That thing called header bidding and the quest for in-app parallel auctions

Welby Chen, president and chief business officer at Fyber, breaks down how header bidding is changing the notion of the waterfall, and whether digital marketing can ever achieve a truly fair auction

When header bidding first arrived on the scene, it was lauded as the solution to eliminate the waterfall — the sequential initiation of a bid, one ad network after another, until the ad is sold. By pitting exchanges against one another simultaneously before making calls to their ad servers, header bidding helped desktop and web publishers see a 20 to 50 per cent uplift in yields.

While header bidding isn’t a perfect solution, it does give buyers greater access to premium inventory and publishers increased revenue streams. Auction-based demand now competes in parallel on the open exchange driving greater competition and maximizing yield.

It is only natural that app developers also want to reap the rewards of this monetization technique for mobile in-app. Mobile users continue to spend a large amount of their time in apps and mobile ad spend followed suit with a  $16.9bn (£12bn) projected reach by 2018. But mobile publishers need to consider the differences between web and in-app environments to achieve both greater and fairer competition.

Here we go down the waterfall, again!
Unlike web publishers, app developers need to integrate an SDK to sell on a particular network. This distinction adds an important dimension when trying to help developers maximize yield, make more money, and enable true competition. To drive greater demand, app publishers use a mediation platform (one SDK) to manage multiple ad networks (i.e., many SDKs). The mediation platform uses the waterfall model, prioritizing networks based on average historical revenue data. This strategy makes it difficult to move up the waterfall, which means the same networks tend to get the first look, and some never compete for traffic, even if they are prepared to offer a higher price for that impression.

It sounds like app developers are getting a fair price by giving preference to the best performers. Because most mediation solutions are free, to make money the mediation platform may be naturally incentivized to prioritize its own marketplace or ad network over ads from the other mediated networks (i.e., it sits on top of the waterfall). 

Even if the mediator is not giving itself an advantage, the nature of decisioning based on historical eCPMs is flawed. In such a model, the mediator cant react to real time changes in market dynamics. If a particular network has a burst campaign running for a few hours, the mediators algorithms will not pick up this potential uplift until its too late, and the publisher misses out on an easy revenue lift opportunity.

Achieving the parallel auction has two main components: unification and transparency. Unification allows everyone to compete for every impression; and transparency is the relationship publishers have with their partners. A mediation solution should be thought of as a partner, not simply a platform. The long-term benefits of mediation is through a trusted relationship with a network that treats itself like any other network, ensures publishers are never leaving money on the table, and refuses quick revenue opportunities in exchange for publisher trust.

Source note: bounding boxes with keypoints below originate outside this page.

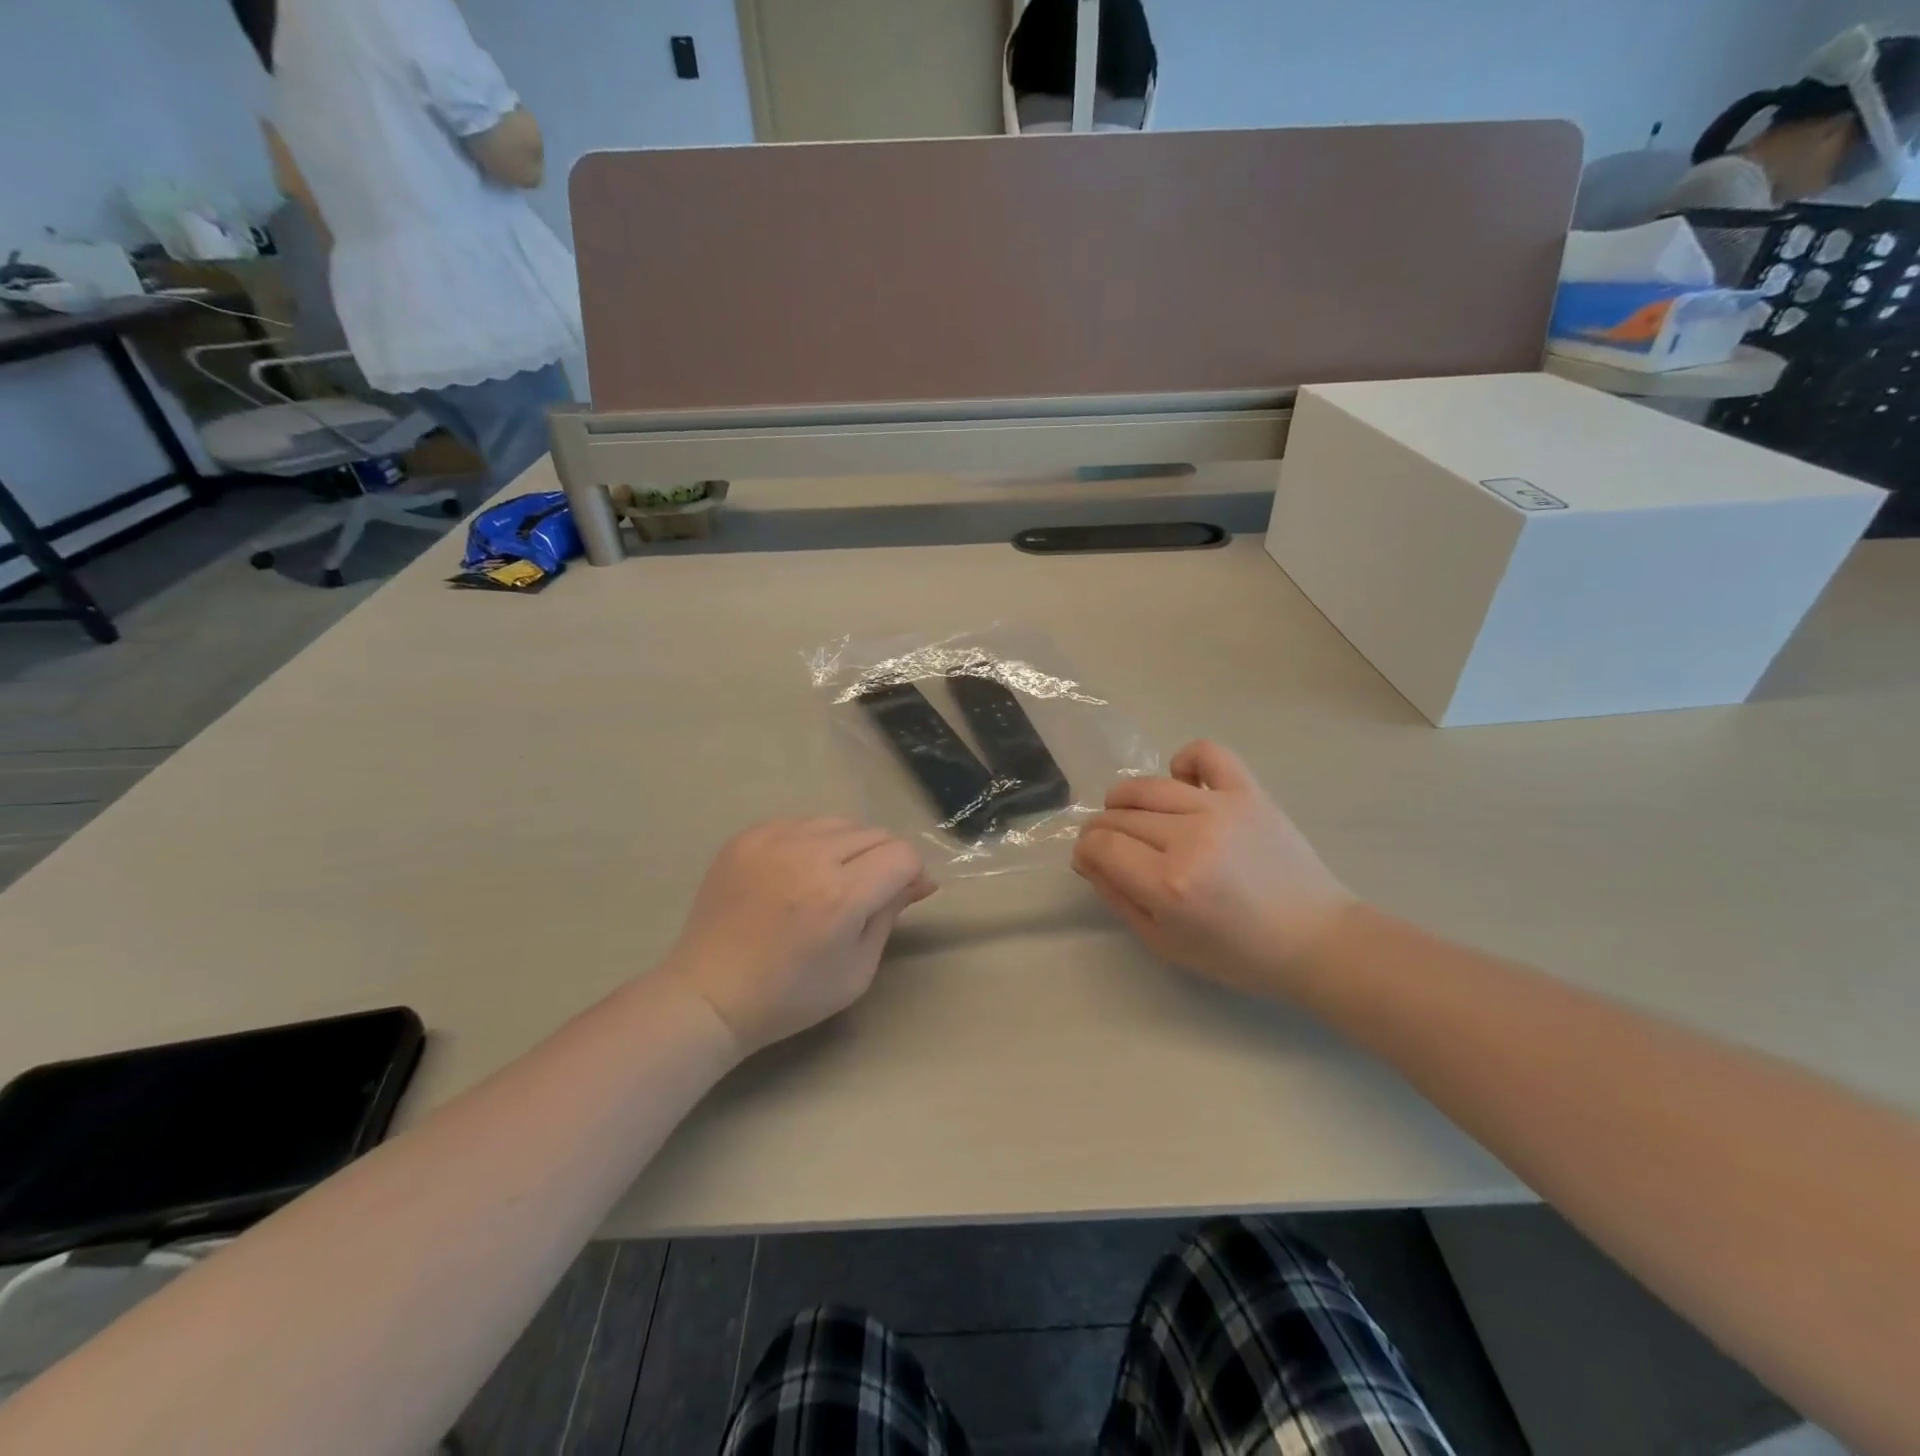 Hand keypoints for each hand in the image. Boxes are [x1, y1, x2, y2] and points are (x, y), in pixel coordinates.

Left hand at [659, 819, 935, 1054]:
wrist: (709, 995)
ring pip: (839, 822)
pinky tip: (798, 873)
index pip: (901, 854)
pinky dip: (813, 843)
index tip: (905, 895)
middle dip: (884, 859)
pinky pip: (801, 823)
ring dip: (850, 847)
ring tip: (833, 879)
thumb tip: (918, 881)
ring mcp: (773, 840)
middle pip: (874, 832)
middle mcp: (809, 855)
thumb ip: (890, 915)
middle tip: (871, 892)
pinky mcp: (747, 836)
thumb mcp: (857, 969)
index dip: (912, 874)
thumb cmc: (790, 996)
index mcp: (840, 895)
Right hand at [1072, 741, 1354, 996]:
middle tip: (1114, 848)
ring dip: (1127, 799)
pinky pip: (1205, 752)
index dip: (1084, 851)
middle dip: (1103, 831)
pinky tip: (1182, 783)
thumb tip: (1088, 859)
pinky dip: (1184, 761)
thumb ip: (1118, 898)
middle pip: (1118, 815)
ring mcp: (1220, 808)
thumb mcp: (1164, 943)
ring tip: (1136, 816)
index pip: (1099, 845)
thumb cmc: (1238, 954)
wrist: (1316, 939)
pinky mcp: (1249, 792)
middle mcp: (1189, 838)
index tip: (1091, 860)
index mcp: (1168, 884)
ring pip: (1148, 785) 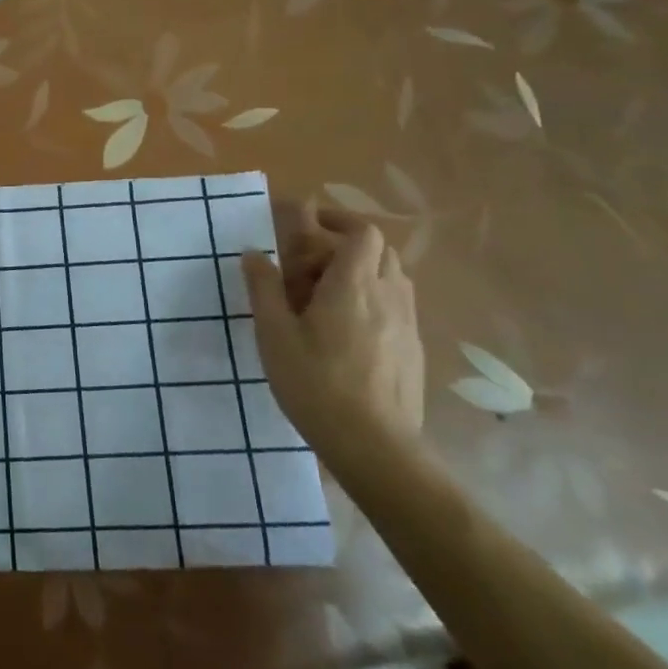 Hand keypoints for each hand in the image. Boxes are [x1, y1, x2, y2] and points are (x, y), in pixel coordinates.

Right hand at [242, 207, 422, 450]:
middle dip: (345, 247)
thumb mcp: (274, 334)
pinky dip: (374, 301)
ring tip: (326, 297)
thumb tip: (254, 253)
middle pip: (379, 251)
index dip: (338, 222)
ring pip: (392, 278)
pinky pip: (397, 306)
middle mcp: (388, 296)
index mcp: (353, 285)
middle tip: (310, 267)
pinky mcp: (414, 350)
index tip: (309, 226)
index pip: (362, 233)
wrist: (375, 447)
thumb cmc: (316, 384)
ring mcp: (407, 324)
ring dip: (362, 273)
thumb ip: (263, 288)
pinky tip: (347, 331) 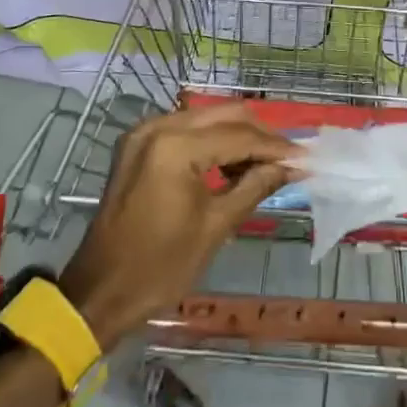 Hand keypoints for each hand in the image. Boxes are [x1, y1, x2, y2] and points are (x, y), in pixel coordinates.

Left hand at [59, 105, 300, 350]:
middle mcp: (159, 127)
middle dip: (259, 134)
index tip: (306, 158)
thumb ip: (255, 185)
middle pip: (224, 115)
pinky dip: (212, 142)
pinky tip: (232, 164)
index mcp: (175, 147)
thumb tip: (292, 166)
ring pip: (206, 118)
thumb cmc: (160, 266)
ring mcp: (144, 132)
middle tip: (289, 157)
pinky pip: (186, 130)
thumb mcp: (215, 226)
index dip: (276, 147)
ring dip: (237, 136)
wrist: (100, 291)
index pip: (239, 136)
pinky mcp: (138, 144)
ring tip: (266, 164) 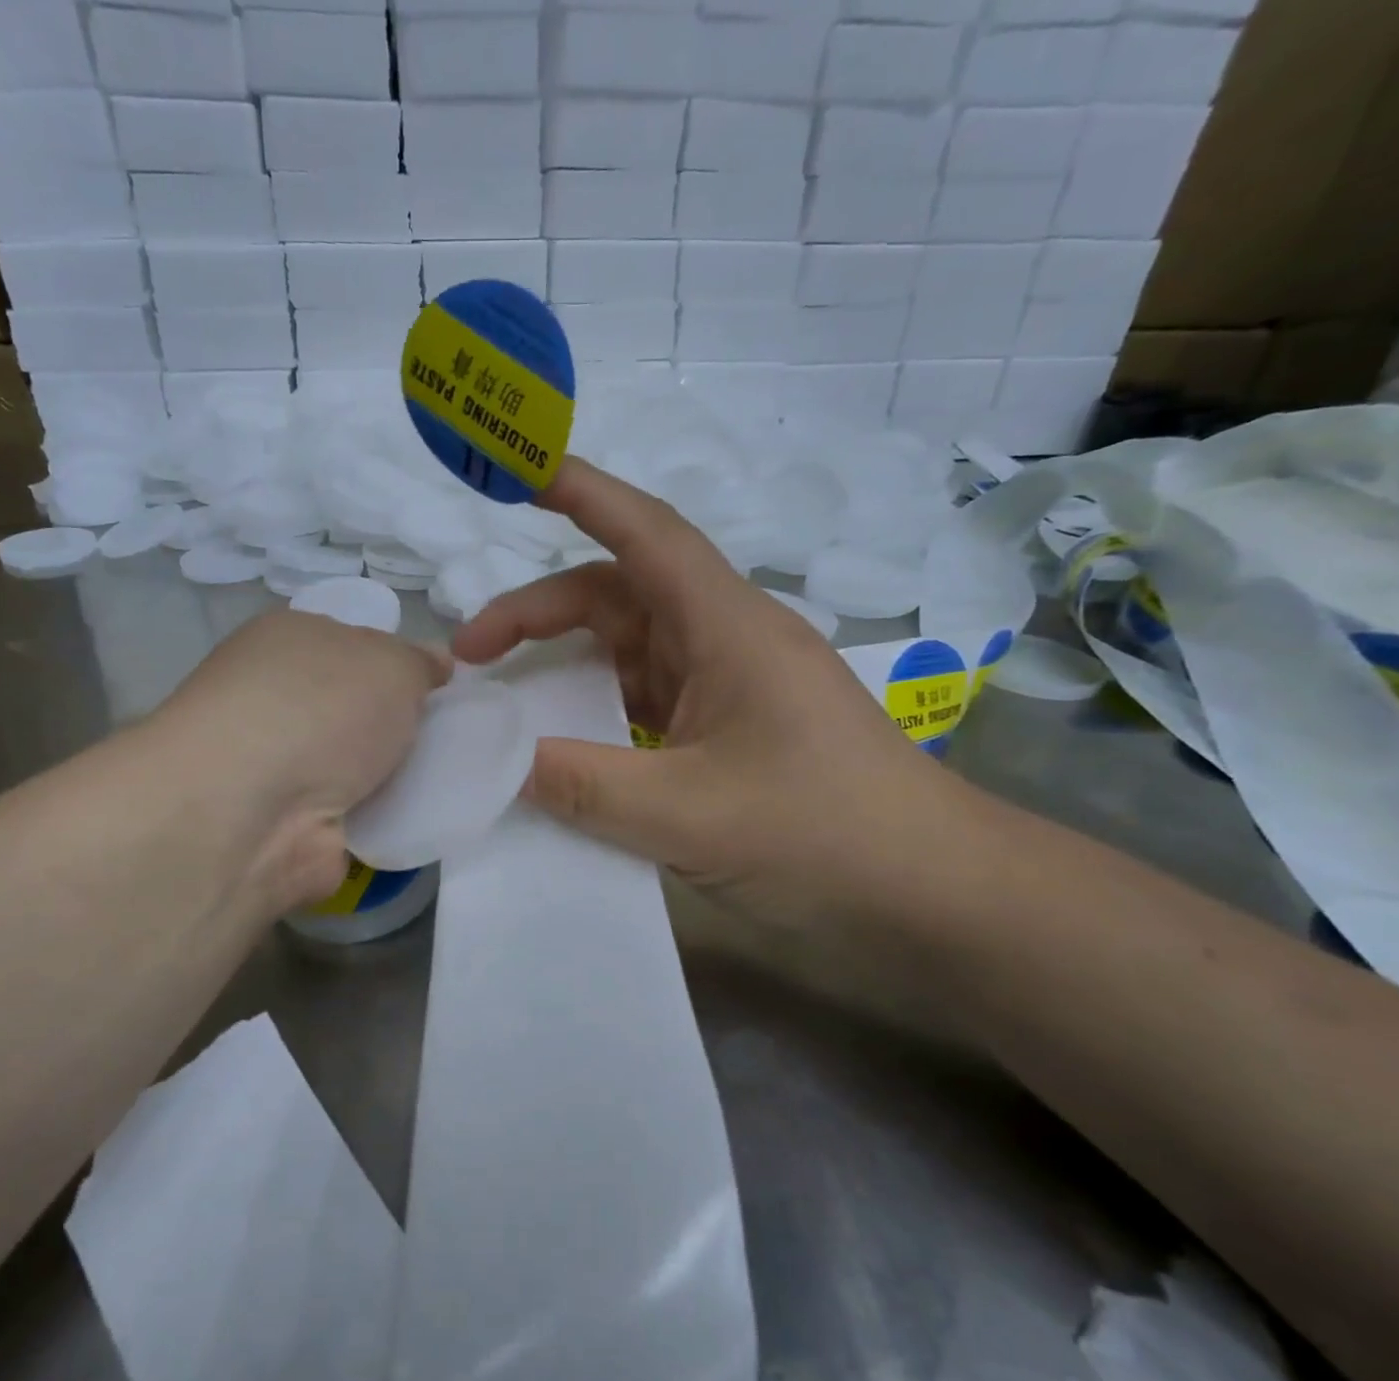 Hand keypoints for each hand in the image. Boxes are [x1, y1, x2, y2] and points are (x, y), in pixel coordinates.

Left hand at [144, 610, 448, 910]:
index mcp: (289, 642)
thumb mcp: (392, 663)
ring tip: (448, 779)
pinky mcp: (291, 826)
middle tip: (452, 736)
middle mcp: (276, 699)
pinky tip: (422, 818)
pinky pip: (357, 815)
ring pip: (358, 764)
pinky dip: (385, 819)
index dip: (401, 665)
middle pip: (357, 709)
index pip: (355, 645)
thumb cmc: (322, 708)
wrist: (255, 811)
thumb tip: (436, 664)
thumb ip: (420, 663)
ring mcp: (279, 767)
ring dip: (395, 775)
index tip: (443, 688)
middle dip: (402, 724)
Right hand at [455, 457, 971, 933]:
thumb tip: (501, 761)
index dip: (580, 493)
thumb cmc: (824, 833)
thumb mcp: (689, 815)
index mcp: (726, 628)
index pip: (645, 534)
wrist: (929, 891)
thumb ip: (584, 786)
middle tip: (468, 657)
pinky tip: (562, 745)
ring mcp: (726, 687)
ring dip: (563, 664)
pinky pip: (642, 703)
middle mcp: (723, 642)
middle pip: (615, 597)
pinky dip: (594, 712)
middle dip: (537, 613)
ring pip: (626, 651)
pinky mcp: (726, 730)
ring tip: (504, 698)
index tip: (516, 470) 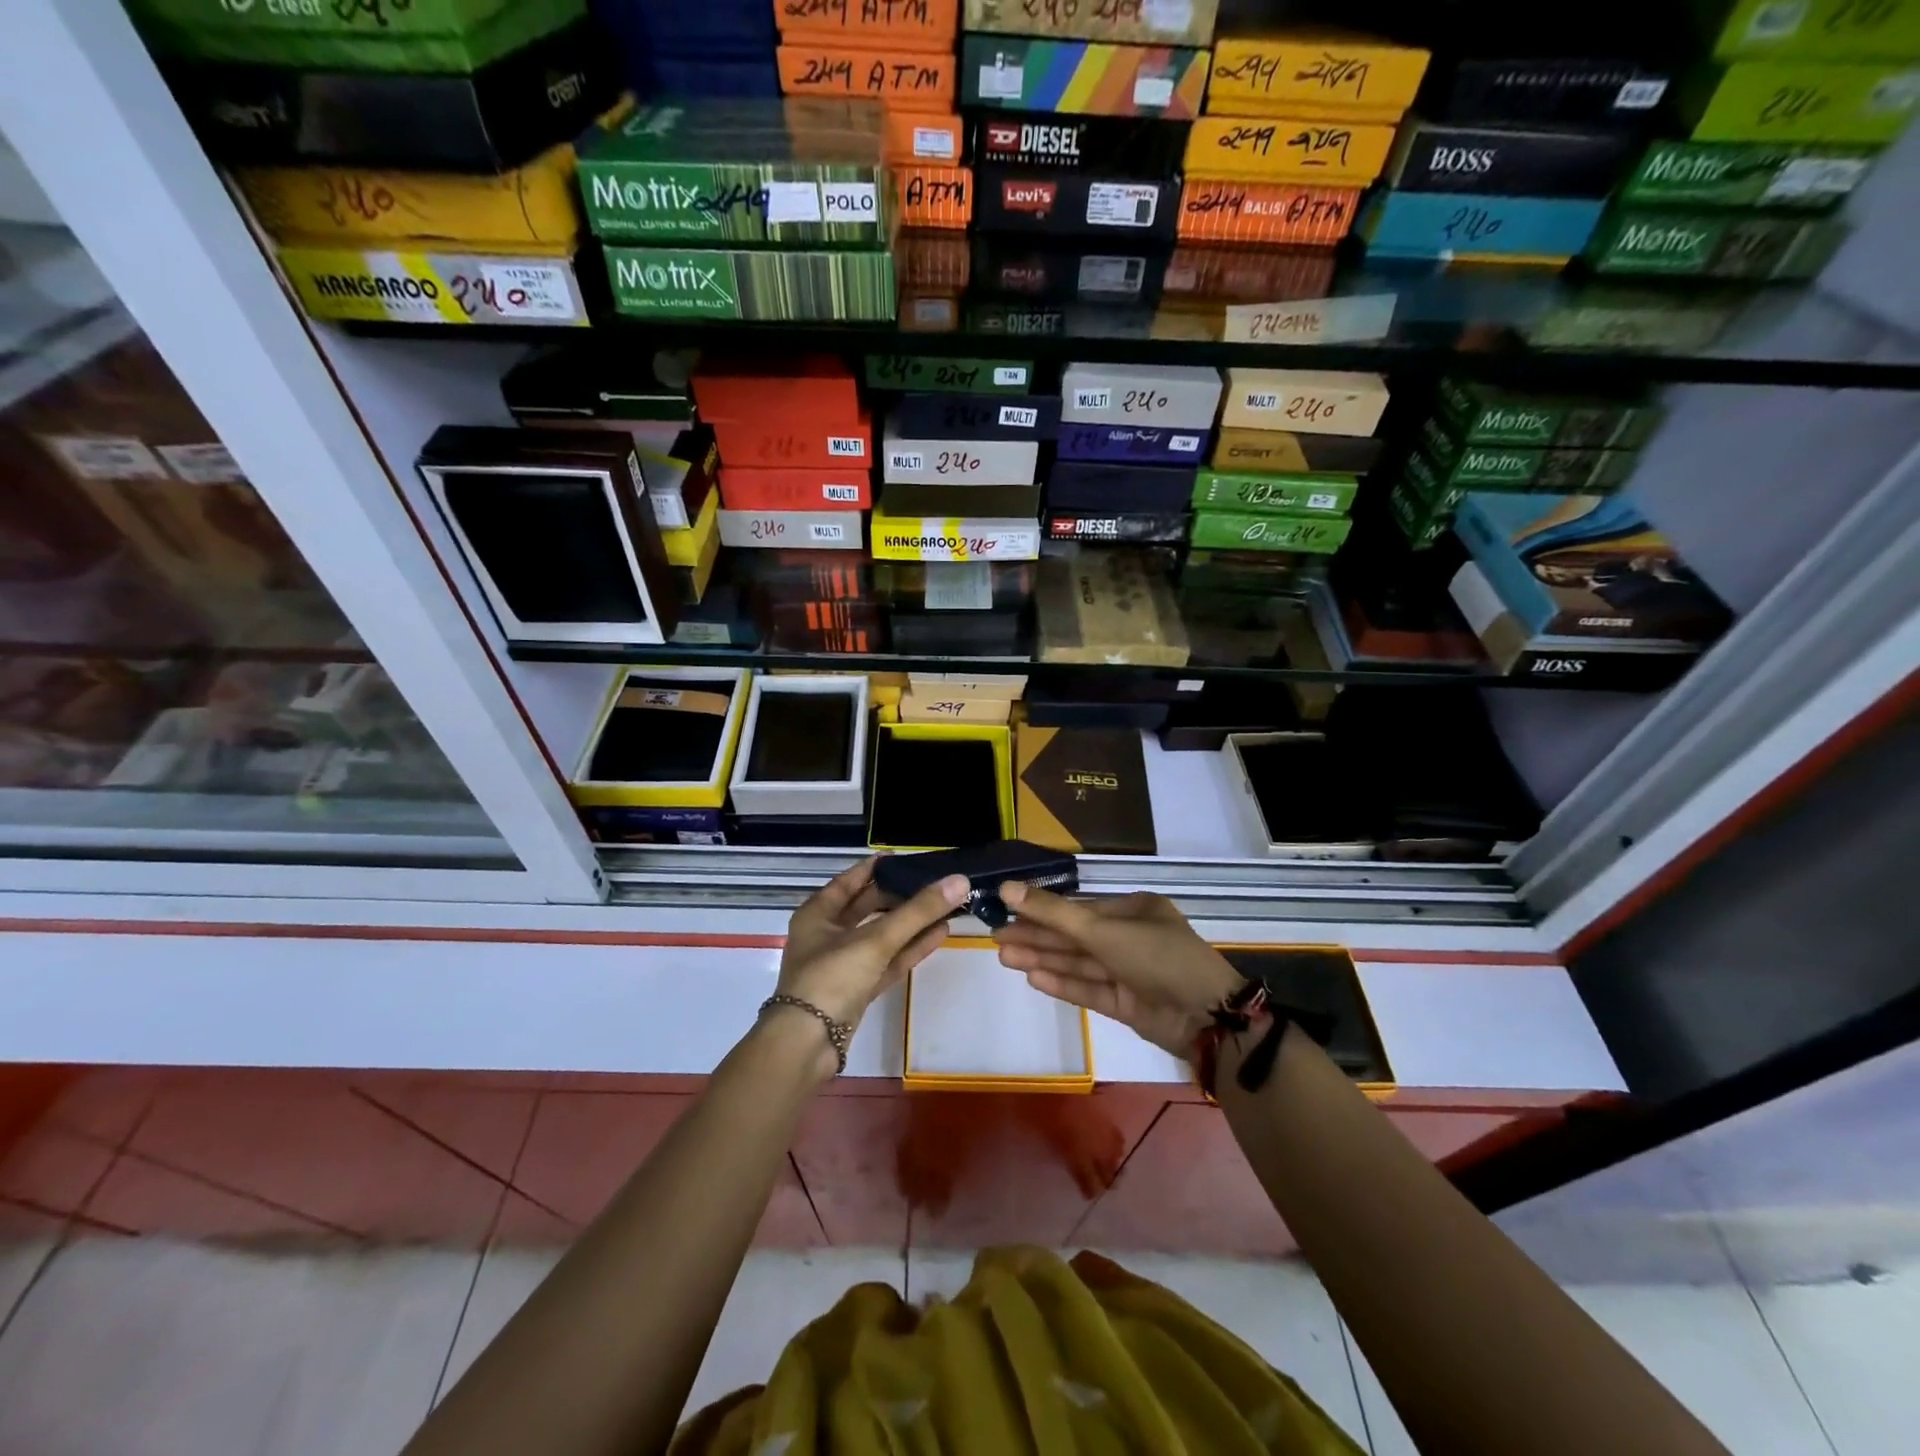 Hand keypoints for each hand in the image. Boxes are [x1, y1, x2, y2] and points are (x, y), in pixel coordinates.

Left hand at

That thing called in-app header bidding
There are companies that recognize the inefficiencies of mediation and are promoting their own model of header bidding, but it’s still not a parallel auction. Many solution providers connect app publishers with several exchanges that bid at the same time. Yes, in theory this parallel auction is known as header bidding, but the result of this auction is then fed back into a mediation platform. Here, a second auction is held where the ad network’s marketplace, with the benefit of knowing the result of the first auction, gets a last look. And the problem remains: even if other buyers are prepared to offer a higher bid for that impression, they may never get the chance.

To bid, or not to bid
The bigger problem with solutions that appropriate header bidding is that they exclude a significant portion of demand from competing in the real-time auction. Facebook, Google, Ad Colony and others only deliver some of their valuable demand via their in-app SDK. This is how they ensure support of advanced creatives and collect richer data on behalf of the advertisers they represent. But what is essentially a difference in buying mechanics — SDK ad network buying versus RTB — now separates competition between those who can bid in the RTB auction, from those who can’t or won’t.

Come one, come all
All demand partners represent similar advertisers and advertisers on programmatic demand aren’t different than those coming from ad networks. So, let’s give everyone a seat at the auction, regardless of how they want to buy, they should all be able to compete for every impression.